Activity: Repeat each record word for word. Leave nothing out.

Information supplied:
◇ ◇ ◇

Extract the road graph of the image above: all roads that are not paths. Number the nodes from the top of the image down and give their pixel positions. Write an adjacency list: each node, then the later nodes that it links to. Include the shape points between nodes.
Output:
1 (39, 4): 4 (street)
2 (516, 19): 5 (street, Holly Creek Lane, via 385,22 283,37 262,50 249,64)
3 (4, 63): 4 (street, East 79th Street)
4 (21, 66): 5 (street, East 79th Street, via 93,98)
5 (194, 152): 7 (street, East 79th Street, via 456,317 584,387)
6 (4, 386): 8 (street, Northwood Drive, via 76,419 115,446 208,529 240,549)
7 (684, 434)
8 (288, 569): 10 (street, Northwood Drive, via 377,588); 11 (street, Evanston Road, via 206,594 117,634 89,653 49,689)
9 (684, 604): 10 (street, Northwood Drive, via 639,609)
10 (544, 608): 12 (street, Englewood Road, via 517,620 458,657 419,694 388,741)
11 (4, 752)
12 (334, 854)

◇ ◇ ◇

Your solution:
Extract the road graph of the image above: all roads that are not paths. Number the nodes from the top of the image down and give their pixel positions. Write an adjacency list: each node, then the later nodes that it links to. Include the shape points between nodes.
Output:
1 (39, 4): 4 (street)
2 (516, 19): 5 (street, Holly Creek Lane, via 385,22 283,37 262,50 249,64)
3 (4, 63): 4 (street, East 79th Street)
4 (21, 66): 5 (street, East 79th Street, via 93,98)
5 (194, 152): 7 (street, East 79th Street, via 456,317 584,387)
6 (4, 386): 8 (street, Northwood Drive, via 76,419 115,446 208,529 240,549)
7 (684, 434)
8 (288, 569): 10 (street, Northwood Drive, via 377,588); 11 (street, Evanston Road, via 206,594 117,634 89,653 49,689)
9 (684, 604): 10 (street, Northwood Drive, via 639,609)
10 (544, 608): 12 (street, Englewood Road, via 517,620 458,657 419,694 388,741)
11 (4, 752)
12 (334, 854)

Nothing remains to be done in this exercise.